NioCorp Developments (Nasdaq: NB) (TSX: NB) will officially delist from the Toronto Stock Exchange after market close on Friday, March 3, in favor of the Nasdaq, but will remain a reporting issuer per Canadian securities laws.
As previously detailed in an April 17 news release, the US critical minerals developer said the expenses and administrative costs of maintaining the TSX listing outweighed its benefits, and so a voluntary delisting was warranted.
Currently, more than 90% of NioCorp’s average daily trading volume was executed on the Nasdaq, the Centennial, Colorado-based company noted. NioCorp first started trading on the Nasdaq in March of 2023.
The stock traded 0.5% higher by 10:30 a.m. ET Wednesday in the US, with a market capitalization of roughly $75 million.
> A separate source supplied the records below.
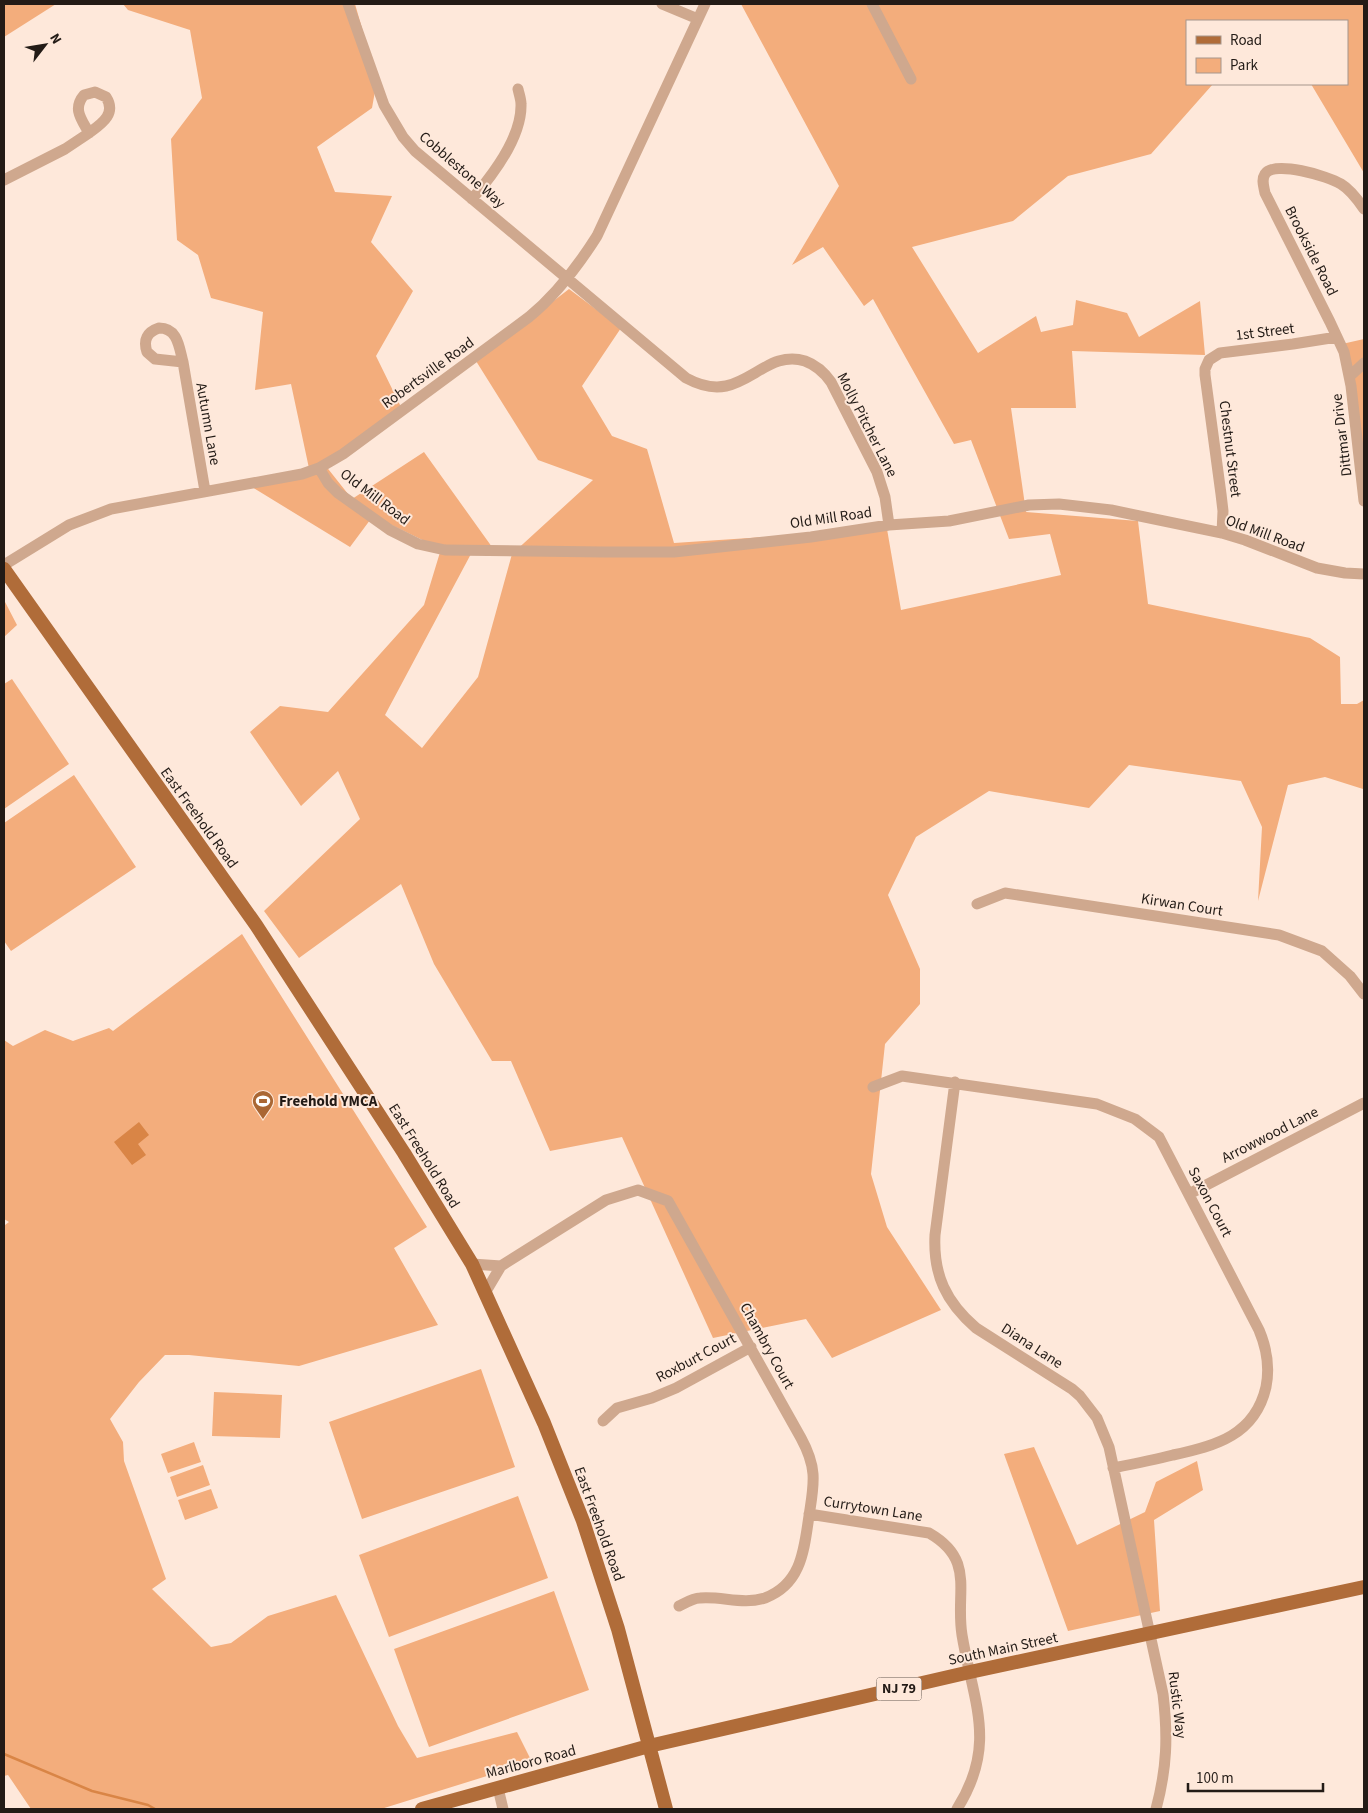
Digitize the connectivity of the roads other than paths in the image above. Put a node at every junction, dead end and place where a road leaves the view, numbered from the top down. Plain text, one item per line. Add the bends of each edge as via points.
1 (348, 4) edge
2 (662, 4) edge
3 (705, 4) edge
4 (872, 4) edge
5 (698, 19) junction
6 (912, 79) dead end
7 (518, 89) dead end
8 (89, 133) dead end
9 (4, 180) edge
10 (472, 199) junction
11 (1364, 209) edge
12 (566, 279) junction
13 (1336, 336) junction
14 (183, 362) dead end
15 (1364, 363) edge
16 (1205, 369) joint
17 (1350, 376) junction
18 (319, 468) junction
19 (205, 491) junction
20 (1364, 501) edge
21 (888, 525) junction
22 (1222, 533) junction
23 (4, 564) edge
24 (4, 569) edge
25 (1364, 574) edge
26 (977, 904) dead end
27 (1364, 994) edge
28 (955, 1082) junction
29 (873, 1086) dead end
30 (1364, 1103) edge
31 (1189, 1194) junction
32 (472, 1264) junction
33 (501, 1266) junction
34 (485, 1293) junction
35 (750, 1347) junction
36 (603, 1422) dead end
37 (1113, 1468) junction
38 (809, 1514) junction
39 (1364, 1587) edge
40 (678, 1606) dead end
41 (1150, 1634) junction
42 (970, 1672) junction
43 (649, 1746) junction
44 (498, 1788) junction
45 (422, 1809) edge
46 (503, 1809) edge
47 (666, 1809) edge
48 (957, 1809) edge
49 (1156, 1809) edge

1 - 10 street, Cobblestone Way via 392,121 415,151
2 - 5 street
3 - 5 street, Robertsville Road
4 - 6 street
5 - 12 street, Robertsville Road via 607,216 581,261
7 - 10 street via 521,104 516,130 497,168
8 - 9 street
10 - 12 street, Cobblestone Way
11 - 13 street, Brookside Road via 1348,189 1325,176 1274,168 1263,178 1265,193
12 - 18 street, Robertsville Road via 549,299 515,328 343,454
12 - 21 street, Molly Pitcher Lane via 686,378 699,384 717,387 731,384 782,360 802,360 819,369 831,382 877,472 885,497
13 - 16 street, 1st Street via 1220,352 1209,360
13 - 17 street, Dittmar Drive
14 - 19 street, Autumn Lane
15 - 17 street
16 - 22 street, Chestnut Street via 1223,511
17 - 20 street, Dittmar Drive
18 - 19 street, Robertsville Road via 302,474
18 - 21 street, Old Mill Road via 338,493 390,530 418,544 445,550 674,552
19 - 23 street, Robertsville Road via 94,514 69,525
21 - 22 street, Old Mill Road via 927,524 1029,505 1054,504 1112,510
22 - 25 street, Old Mill Road via 1317,568
24 - 32 main road, East Freehold Road via 256,925
26 - 27 street, Kirwan Court via 1005,892 1279,935 1322,951 1350,976
28 - 29 street, Saxon Court via 902,1076
28 - 31 street, Saxon Court via 1097,1104 1134,1119 1159,1138
28 - 37 street, Diana Lane via 934,1250 945,1291 959,1312 976,1328 1080,1396 1103,1430
30 - 31 street, Arrowwood Lane
31 - 37 street, Saxon Court via 1264,1342 1268,1368 1264,1393 1245,1426 1224,1441 1206,1448
32 - 33 street
32 - 34 main road, East Freehold Road
33 - 34 street, Chambry Court
33 - 35 street, Chambry Court via 606,1200 638,1190 668,1201
34 - 43 main road, East Freehold Road via 544,1423 583,1520 610,1602
35 - 36 street, Roxburt Court via 676,1388 617,1408
35 - 38 street, Chambry Court via 807,1450 813,1473
37 - 41 street, Diana Lane
38 - 40 street, Chambry Court via 802,1559 782,1588 754,1600 699,1598
38 - 42 street, Currytown Lane via 918,1530 940,1539 949,1547 962,1577 961,1620
39 - 41 main road, South Main Street / NJ 79
41 - 42 main road, South Main Street / NJ 79
41 - 49 street, Rustic Way via 1167,1726 1166,1767
42 - 43 main road, South Main Street / NJ 79
42 - 48 street, Currytown Lane via 978,1707 979,1748 971,1784
43 - 44 main road, Marlboro Road / NJ 79
43 - 47 main road, East Freehold Road
44 - 45 main road, Marlboro Road / NJ 79
44 - 46 street

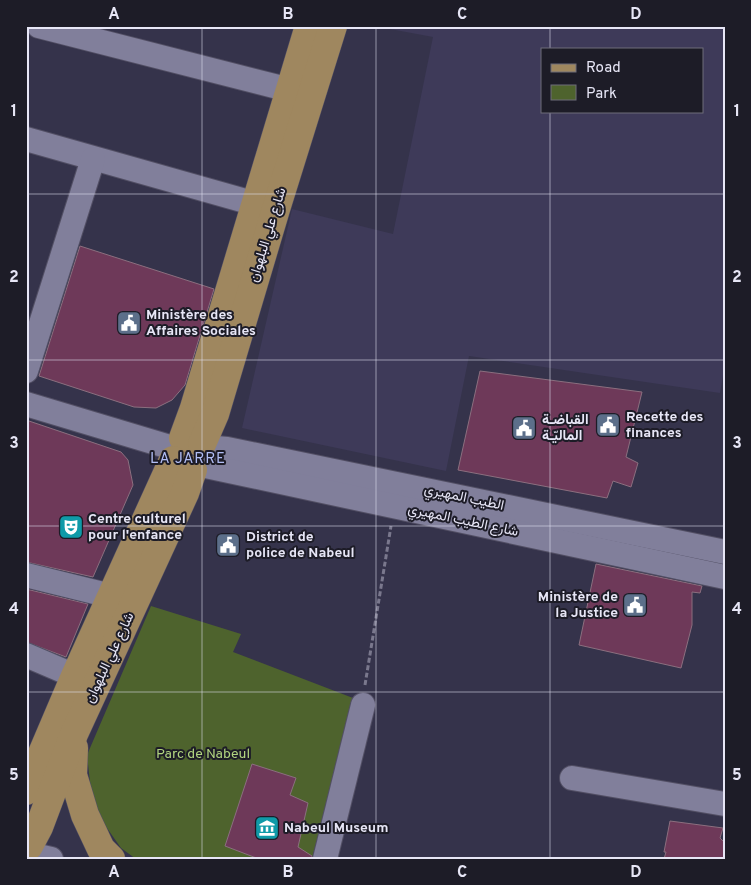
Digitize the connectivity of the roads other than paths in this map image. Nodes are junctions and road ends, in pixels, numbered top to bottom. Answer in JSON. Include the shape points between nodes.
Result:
{"nodes":[{"id":1,"x":39,"y":26,"type":"edge"},
{"id":2,"x":309,"y":26,"type":"edge"},
{"id":3,"x":333,"y":26,"type":"edge"},
{"id":4,"x":290,"y":90,"type":"junction"},
{"id":5,"x":26,"y":139,"type":"edge"},
{"id":6,"x":93,"y":159,"type":"junction"},
{"id":7,"x":265,"y":206,"type":"junction"},
{"id":8,"x":26,"y":371,"type":"edge"},
{"id":9,"x":26,"y":404,"type":"edge"},
{"id":10,"x":190,"y":453,"type":"junction"},
{"id":11,"x":725,"y":552,"type":"edge"},
{"id":12,"x":26,"y":575,"type":"edge"},
{"id":13,"x":725,"y":577,"type":"edge"},
{"id":14,"x":111,"y":596,"type":"junction"},
{"id":15,"x":26,"y":655,"type":"edge"},
{"id":16,"x":75,"y":676,"type":"junction"},
{"id":17,"x":363,"y":706,"type":"road end"},
{"id":18,"x":74,"y":734,"type":"junction"},
{"id":19,"x":572,"y":778,"type":"dead end"},
{"id":20,"x":26,"y":791,"type":"edge"},
{"id":21,"x":725,"y":804,"type":"edge"},
{"id":22,"x":36,"y":853,"type":"edge"},
{"id":23,"x":111,"y":859,"type":"edge"},
{"id":24,"x":324,"y":859,"type":"edge"}],
"edges":[{"from":1,"to":4,"type":"street"},
{"from":2,"to":4,"type":"main road","name":"شارع علي البلهوان"},
{"from":3,"to":7,"type":"main road","name":"شارع علي البلهوان"},
{"from":4,"to":7,"type":"main road","name":"شارع علي البلهوان"},
{"from":5,"to":6,"type":"street"},
{"from":6,"to":7,"type":"street"},
{"from":6,"to":8,"type":"street"},
{"from":7,"to":10,"type":"main road","name":"شارع علي البلهوان","via":[[194,408]]},
{"from":9,"to":10,"type":"street"},
{"from":10,"to":11,"type":"street","name":"الطيب المهيري","via":[[227,449]]},
{"from":10,"to":13,"type":"street","name":"شارع الطيب المهيري","via":[[222,468]]},
{"from":10,"to":14,"type":"main road","name":"شارع علي البلهوان"},
{"from":10,"to":18,"type":"main road","name":"شارع علي البلهوان","via":[[185,493]]},
{"from":12,"to":14,"type":"street"},
{"from":14,"to":16,"type":"main road","name":"شارع علي البلهوان"},
{"from":15,"to":16,"type":"street"},
{"from":16,"to":20,"type":"main road","name":"شارع علي البلهوان"},
{"from":17,"to":24,"type":"street"},
{"from":18,"to":22,"type":"main road","name":"شارع علي البلهوان","via":[[39,827]]},
{"from":18,"to":23,"type":"main road","via":[[73,775],[85,815],[101,849]]},
{"from":19,"to":21,"type":"street"}]}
The stock price of $2.04 is at the lower end of its 52-week range of $1.98-$6.39.
NioCorp is currently developing an advanced minerals project in southeast Nebraska that hosts the highest-grade primary niobium resource in North America and one of the largest scandium resources in the world. The proposed mine would also produce titanium, another critical mineral in the US.
A June 2022 feasibility study estimated that the Elk Creek deposit will produce around 7,300 tonnes of ferroniobium as the primary product plus 102 tonnes of scandium trioxide and 12,000 tonnes of titanium dioxide annually over its 38-year operating life.
From the Elk Creek project, the company also is evaluating the potential to produce several rare earths, including neodymium-praseodymium oxide, dysprosium oxide and terbium oxide. Recently, it also set sights on rare earth magnet recycling, focusing on technologies to convert used neodymium-iron-boron magnets into rare earth oxides.